## DATA RECORDS

————————

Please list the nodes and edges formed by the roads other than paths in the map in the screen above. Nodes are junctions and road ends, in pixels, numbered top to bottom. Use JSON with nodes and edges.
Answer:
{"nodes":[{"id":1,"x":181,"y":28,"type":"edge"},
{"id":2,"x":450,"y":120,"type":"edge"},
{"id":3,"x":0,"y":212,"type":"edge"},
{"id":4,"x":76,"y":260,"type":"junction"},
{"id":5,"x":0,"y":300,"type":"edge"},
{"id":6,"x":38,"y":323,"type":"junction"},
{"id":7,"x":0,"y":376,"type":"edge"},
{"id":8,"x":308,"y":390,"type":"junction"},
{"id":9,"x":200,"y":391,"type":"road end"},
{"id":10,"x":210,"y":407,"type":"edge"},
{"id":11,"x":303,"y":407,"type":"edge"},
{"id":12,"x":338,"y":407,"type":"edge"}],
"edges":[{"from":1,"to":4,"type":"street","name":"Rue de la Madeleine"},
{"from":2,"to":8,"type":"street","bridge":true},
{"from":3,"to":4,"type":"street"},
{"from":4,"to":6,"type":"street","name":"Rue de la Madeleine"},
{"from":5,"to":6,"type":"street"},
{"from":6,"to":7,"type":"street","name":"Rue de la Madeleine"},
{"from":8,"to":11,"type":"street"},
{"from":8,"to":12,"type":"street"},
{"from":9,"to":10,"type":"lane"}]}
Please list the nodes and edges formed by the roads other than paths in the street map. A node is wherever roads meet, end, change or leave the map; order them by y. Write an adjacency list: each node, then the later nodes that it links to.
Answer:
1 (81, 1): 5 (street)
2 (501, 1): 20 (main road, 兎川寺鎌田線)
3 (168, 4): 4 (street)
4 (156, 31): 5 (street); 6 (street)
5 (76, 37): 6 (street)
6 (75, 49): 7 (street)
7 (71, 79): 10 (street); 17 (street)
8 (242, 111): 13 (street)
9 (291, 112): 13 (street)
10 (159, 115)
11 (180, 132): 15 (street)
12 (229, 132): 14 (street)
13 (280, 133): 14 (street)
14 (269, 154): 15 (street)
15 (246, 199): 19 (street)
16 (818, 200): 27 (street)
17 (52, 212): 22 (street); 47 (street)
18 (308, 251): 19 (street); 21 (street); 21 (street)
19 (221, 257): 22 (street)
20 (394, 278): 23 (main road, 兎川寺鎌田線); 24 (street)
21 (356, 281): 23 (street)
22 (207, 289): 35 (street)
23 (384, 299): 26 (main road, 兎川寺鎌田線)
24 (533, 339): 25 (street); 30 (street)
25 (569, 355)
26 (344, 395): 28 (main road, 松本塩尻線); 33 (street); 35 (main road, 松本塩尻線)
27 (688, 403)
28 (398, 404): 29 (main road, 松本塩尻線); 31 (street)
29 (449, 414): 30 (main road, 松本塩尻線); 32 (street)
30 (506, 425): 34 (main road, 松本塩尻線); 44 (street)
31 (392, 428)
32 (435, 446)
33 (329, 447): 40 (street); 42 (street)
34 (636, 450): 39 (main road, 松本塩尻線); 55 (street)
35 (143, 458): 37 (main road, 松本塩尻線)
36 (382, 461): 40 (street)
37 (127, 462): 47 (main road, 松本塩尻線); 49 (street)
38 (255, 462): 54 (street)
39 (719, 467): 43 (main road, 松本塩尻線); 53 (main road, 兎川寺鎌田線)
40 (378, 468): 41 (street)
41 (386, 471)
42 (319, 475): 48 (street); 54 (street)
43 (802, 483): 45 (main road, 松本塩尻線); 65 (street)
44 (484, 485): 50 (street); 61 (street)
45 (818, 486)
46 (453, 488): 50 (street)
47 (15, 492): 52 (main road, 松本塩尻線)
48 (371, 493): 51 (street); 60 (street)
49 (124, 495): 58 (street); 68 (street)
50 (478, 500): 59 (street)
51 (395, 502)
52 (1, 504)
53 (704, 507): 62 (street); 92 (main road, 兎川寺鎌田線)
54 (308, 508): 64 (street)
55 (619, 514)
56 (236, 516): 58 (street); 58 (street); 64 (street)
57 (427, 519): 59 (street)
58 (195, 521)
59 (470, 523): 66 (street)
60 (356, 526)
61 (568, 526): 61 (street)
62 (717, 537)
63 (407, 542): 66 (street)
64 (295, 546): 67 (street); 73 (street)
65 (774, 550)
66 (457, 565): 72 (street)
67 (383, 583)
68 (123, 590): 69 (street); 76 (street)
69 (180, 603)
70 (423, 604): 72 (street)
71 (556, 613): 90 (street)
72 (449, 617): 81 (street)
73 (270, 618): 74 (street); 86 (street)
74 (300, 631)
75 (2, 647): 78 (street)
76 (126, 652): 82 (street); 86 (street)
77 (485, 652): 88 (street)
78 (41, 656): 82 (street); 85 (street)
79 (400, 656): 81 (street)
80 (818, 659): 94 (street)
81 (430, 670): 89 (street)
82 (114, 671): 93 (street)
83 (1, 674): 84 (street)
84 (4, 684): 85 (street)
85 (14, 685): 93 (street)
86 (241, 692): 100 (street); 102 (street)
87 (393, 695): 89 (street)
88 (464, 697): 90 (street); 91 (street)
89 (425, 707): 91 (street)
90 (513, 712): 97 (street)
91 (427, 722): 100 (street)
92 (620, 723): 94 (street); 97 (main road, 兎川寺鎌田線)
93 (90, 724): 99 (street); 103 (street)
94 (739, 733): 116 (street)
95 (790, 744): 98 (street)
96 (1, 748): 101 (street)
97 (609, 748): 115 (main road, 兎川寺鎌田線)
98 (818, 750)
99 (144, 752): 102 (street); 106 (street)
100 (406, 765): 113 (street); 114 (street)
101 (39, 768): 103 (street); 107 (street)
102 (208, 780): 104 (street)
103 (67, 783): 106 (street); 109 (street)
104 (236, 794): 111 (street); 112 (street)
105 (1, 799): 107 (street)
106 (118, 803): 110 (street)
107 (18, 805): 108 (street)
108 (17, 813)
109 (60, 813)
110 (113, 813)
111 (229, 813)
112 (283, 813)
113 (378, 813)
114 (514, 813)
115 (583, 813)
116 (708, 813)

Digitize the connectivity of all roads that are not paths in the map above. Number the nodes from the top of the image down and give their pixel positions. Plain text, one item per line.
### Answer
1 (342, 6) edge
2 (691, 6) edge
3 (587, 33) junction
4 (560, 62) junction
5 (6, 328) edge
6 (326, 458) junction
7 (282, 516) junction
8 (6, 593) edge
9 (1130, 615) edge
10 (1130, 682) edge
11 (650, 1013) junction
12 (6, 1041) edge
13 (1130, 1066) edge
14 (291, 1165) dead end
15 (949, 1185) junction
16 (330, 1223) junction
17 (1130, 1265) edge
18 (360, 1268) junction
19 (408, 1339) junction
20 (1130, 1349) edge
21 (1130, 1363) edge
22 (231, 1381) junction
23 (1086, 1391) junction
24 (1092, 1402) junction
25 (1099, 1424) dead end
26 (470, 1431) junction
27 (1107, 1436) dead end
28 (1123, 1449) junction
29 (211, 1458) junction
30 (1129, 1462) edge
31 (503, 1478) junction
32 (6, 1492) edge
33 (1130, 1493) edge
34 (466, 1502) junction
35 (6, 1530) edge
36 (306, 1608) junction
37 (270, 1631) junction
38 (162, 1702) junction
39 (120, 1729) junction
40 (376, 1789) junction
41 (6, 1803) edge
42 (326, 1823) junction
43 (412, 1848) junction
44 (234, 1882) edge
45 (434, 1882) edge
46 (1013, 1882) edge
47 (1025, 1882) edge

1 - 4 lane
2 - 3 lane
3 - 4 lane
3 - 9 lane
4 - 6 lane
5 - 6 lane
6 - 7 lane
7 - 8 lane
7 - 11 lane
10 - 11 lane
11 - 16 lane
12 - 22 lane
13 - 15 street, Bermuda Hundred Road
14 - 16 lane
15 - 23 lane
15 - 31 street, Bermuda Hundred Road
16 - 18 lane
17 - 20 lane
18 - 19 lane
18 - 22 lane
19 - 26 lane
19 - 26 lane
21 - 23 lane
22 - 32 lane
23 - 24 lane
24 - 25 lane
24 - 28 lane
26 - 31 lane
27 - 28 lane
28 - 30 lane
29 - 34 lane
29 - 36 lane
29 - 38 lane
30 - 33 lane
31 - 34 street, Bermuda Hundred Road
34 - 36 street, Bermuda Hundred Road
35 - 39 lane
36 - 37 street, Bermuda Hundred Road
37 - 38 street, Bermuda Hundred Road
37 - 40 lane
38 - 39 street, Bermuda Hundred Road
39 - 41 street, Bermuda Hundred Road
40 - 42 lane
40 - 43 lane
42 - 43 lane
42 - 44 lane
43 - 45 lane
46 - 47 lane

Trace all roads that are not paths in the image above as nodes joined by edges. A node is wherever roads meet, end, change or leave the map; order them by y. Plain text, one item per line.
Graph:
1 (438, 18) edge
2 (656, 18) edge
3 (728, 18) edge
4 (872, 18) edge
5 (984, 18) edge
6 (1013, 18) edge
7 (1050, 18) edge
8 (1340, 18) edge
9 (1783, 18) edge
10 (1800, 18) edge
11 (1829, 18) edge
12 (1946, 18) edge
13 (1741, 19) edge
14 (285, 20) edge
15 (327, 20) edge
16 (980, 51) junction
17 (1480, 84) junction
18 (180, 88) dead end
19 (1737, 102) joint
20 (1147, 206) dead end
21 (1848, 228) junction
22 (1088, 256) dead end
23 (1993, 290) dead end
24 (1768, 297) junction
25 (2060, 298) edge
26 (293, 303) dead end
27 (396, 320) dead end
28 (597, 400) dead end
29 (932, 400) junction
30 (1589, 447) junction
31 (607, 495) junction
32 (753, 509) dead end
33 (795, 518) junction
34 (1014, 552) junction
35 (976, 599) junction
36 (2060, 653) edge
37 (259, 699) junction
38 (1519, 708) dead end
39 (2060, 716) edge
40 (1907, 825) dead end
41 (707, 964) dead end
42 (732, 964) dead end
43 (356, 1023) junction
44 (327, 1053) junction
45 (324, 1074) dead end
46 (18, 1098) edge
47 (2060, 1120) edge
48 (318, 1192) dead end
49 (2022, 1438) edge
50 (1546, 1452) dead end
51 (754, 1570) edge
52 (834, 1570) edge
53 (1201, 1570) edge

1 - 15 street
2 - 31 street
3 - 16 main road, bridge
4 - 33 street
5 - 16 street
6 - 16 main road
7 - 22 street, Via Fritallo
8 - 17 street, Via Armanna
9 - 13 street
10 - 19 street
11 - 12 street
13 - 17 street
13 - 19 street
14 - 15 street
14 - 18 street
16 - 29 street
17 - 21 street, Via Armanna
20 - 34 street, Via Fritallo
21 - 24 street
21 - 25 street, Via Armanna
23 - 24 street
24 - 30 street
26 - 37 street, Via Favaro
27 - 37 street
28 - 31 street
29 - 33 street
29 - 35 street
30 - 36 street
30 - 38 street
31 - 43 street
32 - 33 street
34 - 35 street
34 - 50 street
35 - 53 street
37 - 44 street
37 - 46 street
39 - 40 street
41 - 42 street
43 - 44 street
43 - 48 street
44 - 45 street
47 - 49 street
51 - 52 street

————————

## WHAT THIS TASK INVOLVES
Show the lines of the entries that include the string "wherever", copying each in full.

## SOLUTION FOR THIS PROBLEM
Please list the nodes and edges formed by the roads other than paths in the street map. A node is wherever roads meet, end, change or leave the map; order them by y. Write an adjacency list: each node, then the later nodes that it links to.
Trace all roads that are not paths in the image above as nodes joined by edges. A node is wherever roads meet, end, change or leave the map; order them by y. Plain text, one item per line.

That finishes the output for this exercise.